### DATA FOR ANALYSIS
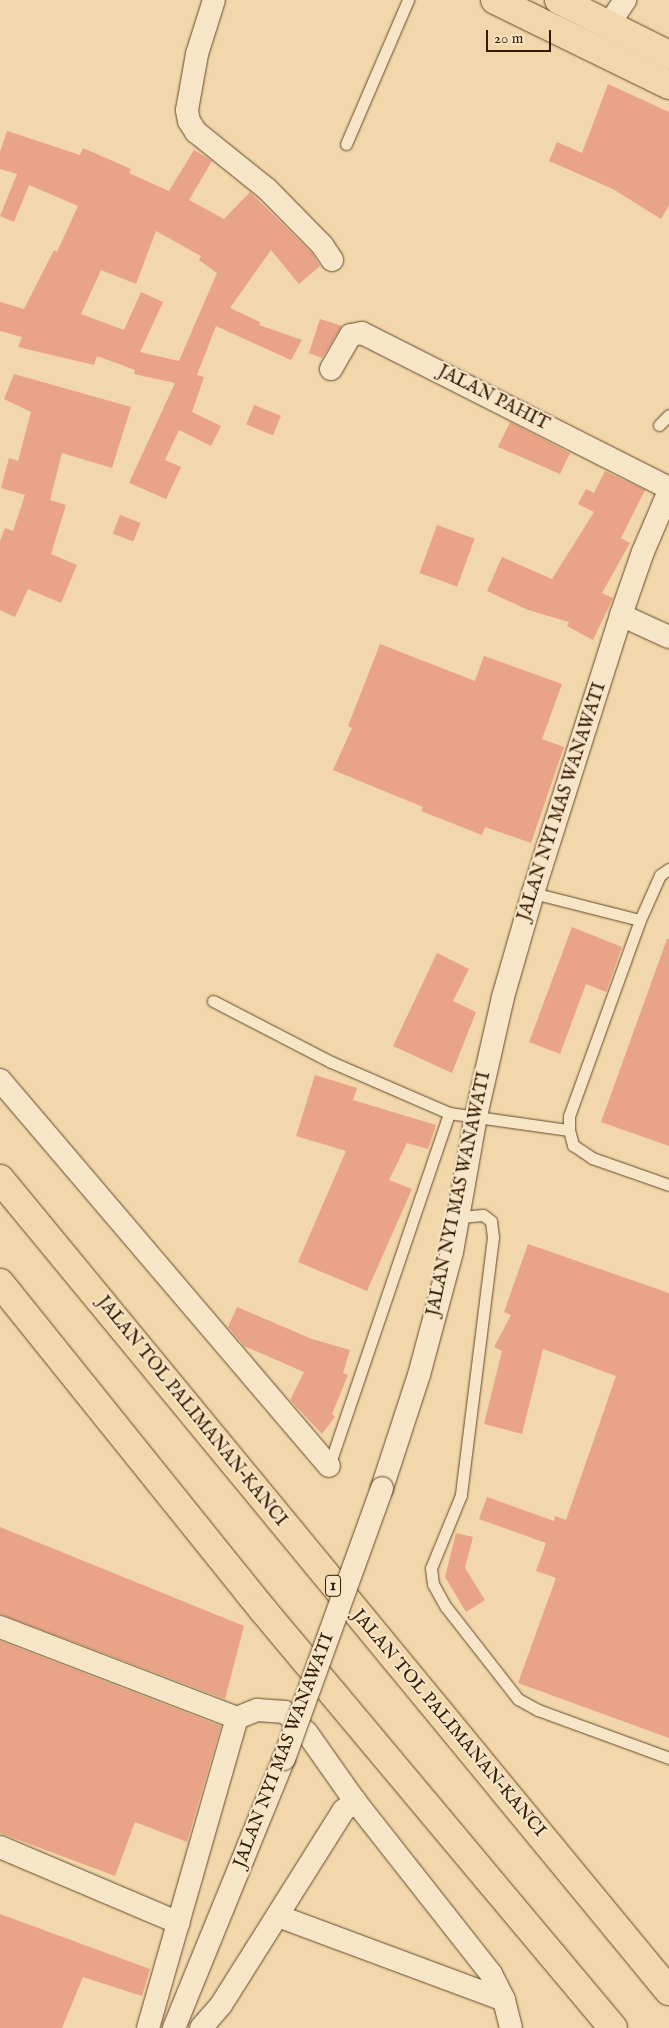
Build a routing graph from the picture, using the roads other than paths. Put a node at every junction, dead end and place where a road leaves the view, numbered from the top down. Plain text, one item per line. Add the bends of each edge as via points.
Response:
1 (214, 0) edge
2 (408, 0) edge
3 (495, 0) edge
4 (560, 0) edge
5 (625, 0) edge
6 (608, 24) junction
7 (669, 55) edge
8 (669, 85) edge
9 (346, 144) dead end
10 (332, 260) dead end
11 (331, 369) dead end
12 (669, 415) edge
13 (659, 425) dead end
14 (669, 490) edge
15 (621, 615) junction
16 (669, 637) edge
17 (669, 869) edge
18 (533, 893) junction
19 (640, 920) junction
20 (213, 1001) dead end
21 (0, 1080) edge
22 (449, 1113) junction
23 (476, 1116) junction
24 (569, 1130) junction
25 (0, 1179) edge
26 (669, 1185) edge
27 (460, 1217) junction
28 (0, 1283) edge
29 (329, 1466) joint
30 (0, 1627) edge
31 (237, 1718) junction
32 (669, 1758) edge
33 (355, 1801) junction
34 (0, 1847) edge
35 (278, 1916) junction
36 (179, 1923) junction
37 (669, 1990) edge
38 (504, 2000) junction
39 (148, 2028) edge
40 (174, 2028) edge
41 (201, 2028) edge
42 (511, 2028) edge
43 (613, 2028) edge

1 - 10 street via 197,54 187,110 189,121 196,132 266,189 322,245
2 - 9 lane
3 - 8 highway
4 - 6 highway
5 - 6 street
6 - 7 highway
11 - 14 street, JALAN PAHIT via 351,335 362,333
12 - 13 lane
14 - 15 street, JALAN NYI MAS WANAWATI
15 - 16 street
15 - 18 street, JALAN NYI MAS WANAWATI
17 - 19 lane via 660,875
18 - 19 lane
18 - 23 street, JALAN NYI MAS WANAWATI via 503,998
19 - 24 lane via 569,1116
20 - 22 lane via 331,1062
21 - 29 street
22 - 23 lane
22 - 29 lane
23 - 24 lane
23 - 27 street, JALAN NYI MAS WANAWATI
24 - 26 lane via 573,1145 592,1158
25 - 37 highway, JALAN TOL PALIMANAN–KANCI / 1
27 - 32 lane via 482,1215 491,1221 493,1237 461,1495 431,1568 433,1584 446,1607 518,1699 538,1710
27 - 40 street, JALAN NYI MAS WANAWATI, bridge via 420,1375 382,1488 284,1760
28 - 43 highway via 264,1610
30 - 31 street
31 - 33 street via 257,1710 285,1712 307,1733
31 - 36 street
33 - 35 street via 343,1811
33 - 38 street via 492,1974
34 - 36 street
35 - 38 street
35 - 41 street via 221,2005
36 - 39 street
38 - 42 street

* * *

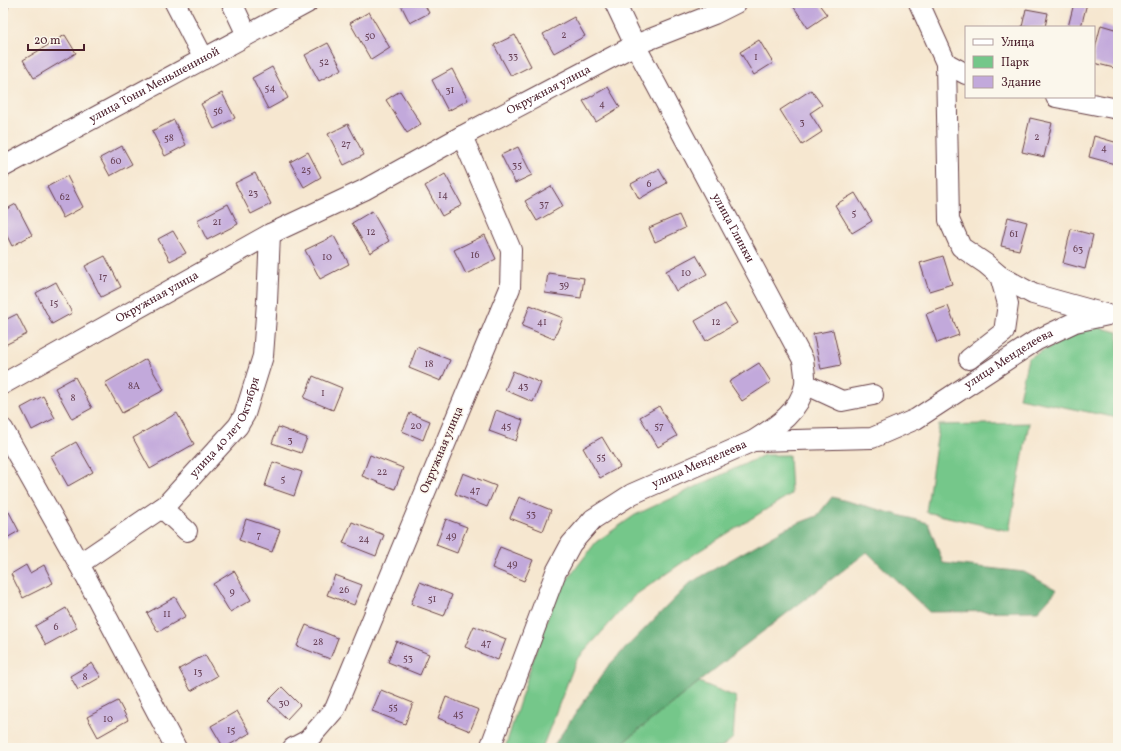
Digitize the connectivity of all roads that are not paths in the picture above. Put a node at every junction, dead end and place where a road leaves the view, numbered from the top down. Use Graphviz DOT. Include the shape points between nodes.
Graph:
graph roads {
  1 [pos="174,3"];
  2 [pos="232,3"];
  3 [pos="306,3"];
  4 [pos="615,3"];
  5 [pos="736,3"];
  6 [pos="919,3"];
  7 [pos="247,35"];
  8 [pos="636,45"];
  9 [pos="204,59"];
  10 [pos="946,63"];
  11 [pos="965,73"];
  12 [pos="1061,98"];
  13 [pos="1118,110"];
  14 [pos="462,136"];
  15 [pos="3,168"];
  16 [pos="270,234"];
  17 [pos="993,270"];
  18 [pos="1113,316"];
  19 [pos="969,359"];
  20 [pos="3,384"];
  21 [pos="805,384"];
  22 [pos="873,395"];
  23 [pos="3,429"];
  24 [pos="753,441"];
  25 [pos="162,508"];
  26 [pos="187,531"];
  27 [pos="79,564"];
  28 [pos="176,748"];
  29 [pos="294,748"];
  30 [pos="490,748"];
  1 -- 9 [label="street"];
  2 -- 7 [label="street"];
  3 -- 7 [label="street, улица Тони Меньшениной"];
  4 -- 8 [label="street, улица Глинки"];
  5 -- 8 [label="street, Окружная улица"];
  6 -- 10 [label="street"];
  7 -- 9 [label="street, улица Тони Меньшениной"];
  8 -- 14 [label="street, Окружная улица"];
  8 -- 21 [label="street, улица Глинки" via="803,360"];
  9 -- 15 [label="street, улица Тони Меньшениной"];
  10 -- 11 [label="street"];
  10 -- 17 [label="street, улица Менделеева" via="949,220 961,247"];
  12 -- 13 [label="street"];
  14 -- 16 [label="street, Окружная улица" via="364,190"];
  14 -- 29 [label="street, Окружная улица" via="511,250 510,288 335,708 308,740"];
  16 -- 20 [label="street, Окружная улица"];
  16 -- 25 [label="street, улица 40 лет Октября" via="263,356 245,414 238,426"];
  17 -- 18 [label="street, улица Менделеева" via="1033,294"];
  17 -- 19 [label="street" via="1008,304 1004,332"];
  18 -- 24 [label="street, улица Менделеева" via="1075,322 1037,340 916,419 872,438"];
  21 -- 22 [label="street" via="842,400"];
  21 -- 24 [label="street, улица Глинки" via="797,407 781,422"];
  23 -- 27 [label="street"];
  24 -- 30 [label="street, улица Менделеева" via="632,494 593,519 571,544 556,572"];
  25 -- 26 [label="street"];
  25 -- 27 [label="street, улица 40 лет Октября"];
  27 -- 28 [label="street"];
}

### EXERCISE DESCRIPTION
Go through the records above and copy every line holding the word "Меньшениной".

### RESULT FOR THIS EXERCISE
  3 -- 7 [label="street, улица Тони Меньшениной"];
  7 -- 9 [label="street, улица Тони Меньшениной"];
  9 -- 15 [label="street, улица Тони Меньшениной"];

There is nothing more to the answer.